New perks from 529 college savings plans

Upper middle-class and wealthy clients may have scored a victory from the new tax laws other than lower tax rates that they don’t even know about yet.

If they are using a 529 college savings plan, they now will be able to use those assets for K-12 expenses, in addition to college costs, says Deborah Fox, founder and senior advisor of Fox College Funding, a consulting firm that helps families reduce out-of-pocket expenses for college.

School tuition is the only expense that can be covered for K-12, so the new benefit will be gleaned by higher-income parents who send their children to private schools, she says.

529 college savings plans, named for a section of the tax code, allow savers to put aside money to grow tax-free and be withdrawn tax-free if spent on college expenses. And they have been surging in popularity for years.

Indeed, as of the end of 2017, there was a total of $319 billion saved in these accounts, triple the $105 billion a decade earlier. And now, because of the tax law changes, these accounts come with several new benefits.

In addition to now being eligible to pay for elementary and high school, the new tax laws also allow savers to roll over their existing Coverdell savings accounts into their 529s. Coverdell accounts, found in Section 530 of the tax code, are also tax-advantaged ways to save for K through 12 expenses.

Why roll one into the other? Because 30 states allow deductions for 529 contributions.

In fact, those deductions can be even more attractive now, because the new tax laws also limit other federal deductions, such as state or local property taxes.

But the state tax issue can get complex as each state is different in what it allows, Fox says.

It can range from $500 to the full amount of the contribution.

And while savers are free to use any state’s plan — they aren’t restricted to their own state’s – they don’t necessarily get to avail themselves of the other state’s tax treatment. They still may want to use another state, however, because the features and potential funds available in the plans can differ widely from state to state.

Advisors would be well-served to at least know the broad outlines of these new changes, because college planning can be very specialized and a differentiator in their service to clients, Fox says.

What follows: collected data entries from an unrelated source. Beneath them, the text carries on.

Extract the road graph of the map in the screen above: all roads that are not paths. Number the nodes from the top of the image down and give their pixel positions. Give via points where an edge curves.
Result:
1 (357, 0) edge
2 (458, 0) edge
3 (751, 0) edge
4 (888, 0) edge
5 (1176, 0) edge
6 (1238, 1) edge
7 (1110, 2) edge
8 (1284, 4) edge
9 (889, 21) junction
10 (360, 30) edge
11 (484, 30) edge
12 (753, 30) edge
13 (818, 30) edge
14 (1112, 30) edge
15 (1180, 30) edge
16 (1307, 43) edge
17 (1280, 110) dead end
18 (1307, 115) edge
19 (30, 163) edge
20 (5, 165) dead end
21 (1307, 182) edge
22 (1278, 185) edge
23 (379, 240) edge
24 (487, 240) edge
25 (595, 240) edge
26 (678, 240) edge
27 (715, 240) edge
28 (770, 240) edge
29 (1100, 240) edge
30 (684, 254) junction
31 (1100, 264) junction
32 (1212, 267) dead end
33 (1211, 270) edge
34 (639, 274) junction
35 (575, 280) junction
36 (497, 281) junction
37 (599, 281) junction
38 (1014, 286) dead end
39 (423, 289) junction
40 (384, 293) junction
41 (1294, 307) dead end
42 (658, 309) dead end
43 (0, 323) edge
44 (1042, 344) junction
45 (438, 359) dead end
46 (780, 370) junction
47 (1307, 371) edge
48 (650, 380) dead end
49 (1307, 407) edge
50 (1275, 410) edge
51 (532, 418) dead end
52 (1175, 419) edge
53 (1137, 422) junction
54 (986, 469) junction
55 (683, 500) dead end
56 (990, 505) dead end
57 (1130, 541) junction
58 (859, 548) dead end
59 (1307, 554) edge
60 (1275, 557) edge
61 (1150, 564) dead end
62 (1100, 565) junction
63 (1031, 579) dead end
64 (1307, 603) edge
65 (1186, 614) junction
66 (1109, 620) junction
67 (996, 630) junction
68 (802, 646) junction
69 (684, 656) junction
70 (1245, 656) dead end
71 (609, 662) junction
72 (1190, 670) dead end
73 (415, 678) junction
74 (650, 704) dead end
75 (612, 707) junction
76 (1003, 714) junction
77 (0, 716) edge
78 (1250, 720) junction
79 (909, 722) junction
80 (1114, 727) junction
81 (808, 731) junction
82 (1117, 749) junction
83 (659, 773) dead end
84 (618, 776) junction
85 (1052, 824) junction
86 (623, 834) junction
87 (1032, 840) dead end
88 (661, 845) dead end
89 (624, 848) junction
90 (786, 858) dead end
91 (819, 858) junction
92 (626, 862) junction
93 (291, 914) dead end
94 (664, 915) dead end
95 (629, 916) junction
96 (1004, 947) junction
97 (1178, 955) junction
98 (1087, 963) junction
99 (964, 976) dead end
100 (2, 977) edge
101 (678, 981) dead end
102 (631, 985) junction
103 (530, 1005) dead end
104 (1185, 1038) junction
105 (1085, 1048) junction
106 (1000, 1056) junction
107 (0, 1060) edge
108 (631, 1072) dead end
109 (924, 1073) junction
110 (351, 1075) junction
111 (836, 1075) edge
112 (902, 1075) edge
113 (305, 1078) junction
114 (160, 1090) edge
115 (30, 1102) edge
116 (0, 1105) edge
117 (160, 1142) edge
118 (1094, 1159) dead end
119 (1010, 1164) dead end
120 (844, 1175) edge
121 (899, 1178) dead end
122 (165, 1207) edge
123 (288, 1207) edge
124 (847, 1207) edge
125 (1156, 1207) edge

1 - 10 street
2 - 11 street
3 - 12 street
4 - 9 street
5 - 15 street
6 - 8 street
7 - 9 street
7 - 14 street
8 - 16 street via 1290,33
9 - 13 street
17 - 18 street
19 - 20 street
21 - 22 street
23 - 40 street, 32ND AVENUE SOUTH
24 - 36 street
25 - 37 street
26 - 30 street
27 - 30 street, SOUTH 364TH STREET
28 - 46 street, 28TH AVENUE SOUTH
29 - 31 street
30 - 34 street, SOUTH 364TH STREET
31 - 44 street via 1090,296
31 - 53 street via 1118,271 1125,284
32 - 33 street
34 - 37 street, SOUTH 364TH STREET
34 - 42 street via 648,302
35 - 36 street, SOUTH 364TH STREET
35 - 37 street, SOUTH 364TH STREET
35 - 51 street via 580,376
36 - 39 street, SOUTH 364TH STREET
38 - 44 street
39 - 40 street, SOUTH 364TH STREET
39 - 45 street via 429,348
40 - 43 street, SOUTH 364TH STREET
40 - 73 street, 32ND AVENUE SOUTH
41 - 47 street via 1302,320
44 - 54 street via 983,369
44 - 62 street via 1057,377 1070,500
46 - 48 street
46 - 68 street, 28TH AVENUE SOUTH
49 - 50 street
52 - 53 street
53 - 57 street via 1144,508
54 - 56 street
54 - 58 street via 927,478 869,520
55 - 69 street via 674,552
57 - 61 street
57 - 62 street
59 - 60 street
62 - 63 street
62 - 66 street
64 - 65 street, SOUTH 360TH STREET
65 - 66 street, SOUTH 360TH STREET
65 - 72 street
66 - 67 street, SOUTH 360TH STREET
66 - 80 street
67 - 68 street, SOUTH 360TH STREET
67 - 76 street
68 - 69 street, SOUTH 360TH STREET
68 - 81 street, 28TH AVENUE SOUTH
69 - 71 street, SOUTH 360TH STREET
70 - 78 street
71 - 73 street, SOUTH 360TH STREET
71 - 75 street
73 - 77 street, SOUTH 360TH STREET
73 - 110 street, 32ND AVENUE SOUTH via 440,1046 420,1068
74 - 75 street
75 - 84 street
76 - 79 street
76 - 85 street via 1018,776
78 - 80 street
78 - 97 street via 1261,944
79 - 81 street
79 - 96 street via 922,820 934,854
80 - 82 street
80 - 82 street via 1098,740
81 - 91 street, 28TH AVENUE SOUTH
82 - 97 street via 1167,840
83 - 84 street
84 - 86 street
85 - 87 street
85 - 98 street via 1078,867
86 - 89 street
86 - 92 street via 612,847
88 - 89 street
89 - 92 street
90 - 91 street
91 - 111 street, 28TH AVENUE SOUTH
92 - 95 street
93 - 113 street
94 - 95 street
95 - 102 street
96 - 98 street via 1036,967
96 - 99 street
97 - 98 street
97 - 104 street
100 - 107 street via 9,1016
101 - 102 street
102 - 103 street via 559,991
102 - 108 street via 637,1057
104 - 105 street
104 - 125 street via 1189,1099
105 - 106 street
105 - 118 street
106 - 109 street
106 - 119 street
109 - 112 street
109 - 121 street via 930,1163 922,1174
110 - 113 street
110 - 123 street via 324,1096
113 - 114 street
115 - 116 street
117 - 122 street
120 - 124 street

“There are many nuances that advisors need to know to help their clients make appropriate decisions for a number of reasons. First, the college plan needs to fit in nicely with the client's overall financial plan. Second, there are multiple ways any college planning goal can be achieved,” Fox says.

“Having a toolbox of various strategy options and learning how to lead clients to make the right decisions for their particular situation enables advisors who are well-versed in both early and late-stage college planning can stand out from others,” she says.

This story is part of a 30-30 series on tax-advantaged investing.